Mhend est peut-être le plus malchanceux de tous les êtres humains sur terre. Il a vécu uniquement neuf mois de bonheur quant il était dans le ventre de sa mère. On dirait qu’il avait pressenti tous les malheurs qui lui arriveraient dans sa vie. Il ne voulait pas naitre. Il voulait profiter de la tendresse maternelle. Il criait de toutes ses forces. Il se débattait et manifestait une incroyable résistance pour un bébé de neuf mois. Les sages femmes ont dû unir leurs forces pour le déloger. Sa mère à laissé sa vie en lui donnant naissance car l’accouchement était difficile, surtout avec des sages femmes insensibles et sans aucune conscience professionnelle.

Son père, un pauvre ouvrier, s’est remarié avec une marâtre qui détestait Mhend dés les premiers jours. Son père était souvent pris par son travail. Alors, il grandissait dépourvu de toute affection. Quelques fois, il recevait même des coups de la part de sa méchante marâtre. A l’âge de six ans, on lui donne un vieux cartable et on lui intime l’ordre de rejoindre les bancs de l’école. Mais, il n’arrive plus à s’y adapter. L’école devient pour lui un calvaire. Il fait souvent l’école buissonnière avant de la déserter complètement.

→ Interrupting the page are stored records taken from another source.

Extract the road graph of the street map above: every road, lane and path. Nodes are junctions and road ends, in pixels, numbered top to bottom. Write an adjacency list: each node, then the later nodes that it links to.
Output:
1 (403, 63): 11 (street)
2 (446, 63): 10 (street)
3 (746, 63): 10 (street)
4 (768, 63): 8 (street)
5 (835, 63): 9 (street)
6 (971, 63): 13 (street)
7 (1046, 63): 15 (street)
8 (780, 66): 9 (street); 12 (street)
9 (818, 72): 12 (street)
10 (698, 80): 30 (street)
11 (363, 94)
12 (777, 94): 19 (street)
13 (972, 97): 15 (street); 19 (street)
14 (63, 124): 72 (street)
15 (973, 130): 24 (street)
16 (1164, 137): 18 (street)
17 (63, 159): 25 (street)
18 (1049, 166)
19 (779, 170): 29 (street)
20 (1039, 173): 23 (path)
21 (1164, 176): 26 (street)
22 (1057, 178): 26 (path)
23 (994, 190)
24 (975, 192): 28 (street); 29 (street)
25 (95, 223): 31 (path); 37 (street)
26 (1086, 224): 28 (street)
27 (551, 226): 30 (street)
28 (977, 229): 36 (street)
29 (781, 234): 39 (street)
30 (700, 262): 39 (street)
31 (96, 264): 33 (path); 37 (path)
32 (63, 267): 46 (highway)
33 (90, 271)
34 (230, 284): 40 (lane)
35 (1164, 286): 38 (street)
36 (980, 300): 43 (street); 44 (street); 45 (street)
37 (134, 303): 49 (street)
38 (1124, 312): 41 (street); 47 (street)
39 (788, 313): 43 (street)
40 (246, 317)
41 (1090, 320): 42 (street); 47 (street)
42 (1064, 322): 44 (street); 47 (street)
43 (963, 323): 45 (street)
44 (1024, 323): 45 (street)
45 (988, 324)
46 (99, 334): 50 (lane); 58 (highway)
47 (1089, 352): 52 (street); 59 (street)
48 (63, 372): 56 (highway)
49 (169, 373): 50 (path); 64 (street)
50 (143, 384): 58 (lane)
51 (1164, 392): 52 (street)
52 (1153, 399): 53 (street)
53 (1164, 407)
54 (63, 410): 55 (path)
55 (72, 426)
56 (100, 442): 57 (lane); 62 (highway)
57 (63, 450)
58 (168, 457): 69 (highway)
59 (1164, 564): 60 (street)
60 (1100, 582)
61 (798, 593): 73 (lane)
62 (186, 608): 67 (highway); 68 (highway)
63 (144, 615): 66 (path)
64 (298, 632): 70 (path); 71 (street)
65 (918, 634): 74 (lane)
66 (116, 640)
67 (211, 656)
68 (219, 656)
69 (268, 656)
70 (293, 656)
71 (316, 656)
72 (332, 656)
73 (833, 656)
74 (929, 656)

Il quitte l’école à l’âge de quatorze ans, après avoir redoublé de classe à plusieurs reprises. Fatigué d’errer à longueur de temps dans les ruelles de son village d’At Ulac, il décide de chercher du travail. Sans instruction, sans formation et sans diplôme, il ne trouve que des travaux manuels, pénibles et mal rémunérés. Dépité par tant de misère, il décide de tenter sa chance à l’étranger. Mais, toutes ses tentatives furent vaines. Tantôt, il est trompé par les passeurs, tantôt, il est intercepté par les garde-côtes…A chaque fois, il y’a un obstacle qui surgit et entrave son projet d’évasion.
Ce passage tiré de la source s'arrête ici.